IMPORTANT NOTE: When you eliminate something, you need to make sure it isn’t actually hiding in other foods, or the whole point of eliminating it for a few weeks is lost. Packaged foods, sauces, dressings and restaurant food are notorious for adding ingredients that you would never think are there. Most people are aware that sugar hides in almost everything, but did you also know that wheat is often added to processed meats and soy sauce, and lactose can even be found in some medications or supplements?
When in doubt you HAVE to ask the server in a restaurant about hidden ingredients, read labels, and consider cooking from scratch.
What if it doesn’t work?
If eliminating these two common food intolerances doesn’t work, then you can go even further by eliminating all dairy (even lactose-free) and all grains (even gluten-free) for three weeks.
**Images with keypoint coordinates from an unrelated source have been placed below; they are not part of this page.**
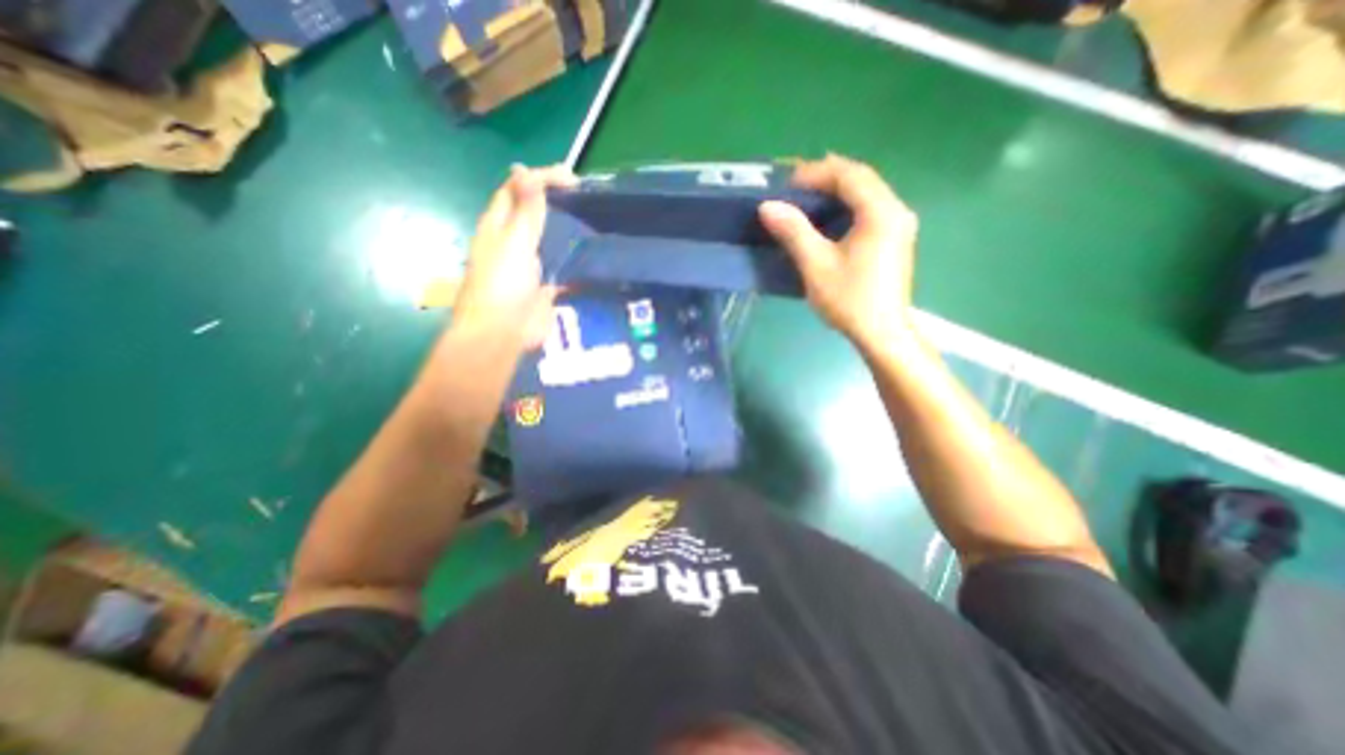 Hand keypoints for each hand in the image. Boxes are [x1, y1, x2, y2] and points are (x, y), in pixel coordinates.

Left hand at [452, 163, 577, 346]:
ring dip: (568, 230)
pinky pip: (561, 266)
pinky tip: (592, 256)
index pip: (517, 189)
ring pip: (550, 239)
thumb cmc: (503, 284)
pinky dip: (575, 261)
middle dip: (557, 201)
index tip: (571, 177)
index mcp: (498, 225)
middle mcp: (512, 240)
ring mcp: (530, 264)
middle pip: (534, 213)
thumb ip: (526, 210)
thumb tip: (524, 170)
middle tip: (587, 197)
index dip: (540, 177)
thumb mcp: (515, 242)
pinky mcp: (544, 285)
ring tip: (593, 221)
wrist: (504, 333)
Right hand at [760, 154, 919, 353]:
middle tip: (794, 188)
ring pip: (866, 193)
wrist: (881, 333)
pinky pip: (870, 209)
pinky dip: (846, 207)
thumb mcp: (816, 265)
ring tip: (805, 199)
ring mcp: (899, 225)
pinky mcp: (895, 239)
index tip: (787, 184)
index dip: (816, 173)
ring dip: (836, 192)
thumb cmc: (849, 299)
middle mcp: (896, 210)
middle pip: (861, 179)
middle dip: (826, 178)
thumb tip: (767, 206)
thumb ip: (793, 231)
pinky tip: (828, 219)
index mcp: (881, 212)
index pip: (849, 175) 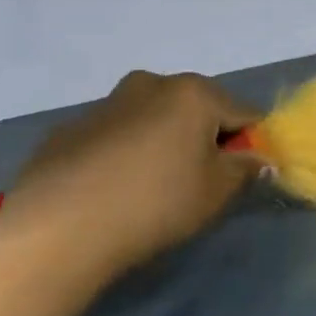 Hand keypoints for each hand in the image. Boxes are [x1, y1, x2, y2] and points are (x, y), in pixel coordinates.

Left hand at [0, 70, 261, 285]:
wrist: (57, 230)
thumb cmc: (155, 203)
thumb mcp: (217, 192)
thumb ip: (246, 169)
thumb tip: (258, 158)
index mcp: (194, 93)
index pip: (244, 113)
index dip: (250, 144)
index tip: (242, 176)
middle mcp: (152, 84)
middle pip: (197, 109)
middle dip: (205, 138)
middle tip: (198, 182)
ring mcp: (105, 104)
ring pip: (153, 119)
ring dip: (163, 143)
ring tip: (151, 189)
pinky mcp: (67, 130)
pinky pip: (114, 137)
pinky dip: (123, 155)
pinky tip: (112, 192)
You might even like to get some help from a qualified healthcare practitioner, and that’s OK.
I don’t want you to continue suffering if you don’t need to!
Recipe (dairy-free milk): Homemade Nut/Seed Milk
Makes 3 cups
½ cup raw nuts/seeds (almonds, walnuts, pecans, pumpkin seeds, or sesame seeds)
2 cups water
¼ teaspoon vanilla extract (optional)
- Soak nuts/seeds for about 8 hours (optional, but recommended).
- Dump soaking water & rinse nuts/seeds.
- Add soaked nuts/seeds and 2 cups water to a high-speed blender and blend on high for about one minute until very smooth.
- Strain through a small mesh sieve with 2 layers of cheesecloth. Squeeze if necessary.
Serve & enjoy!
Tip: You can store the milk in an airtight container in the fridge for up to 7 days. So, why not make a double batch?!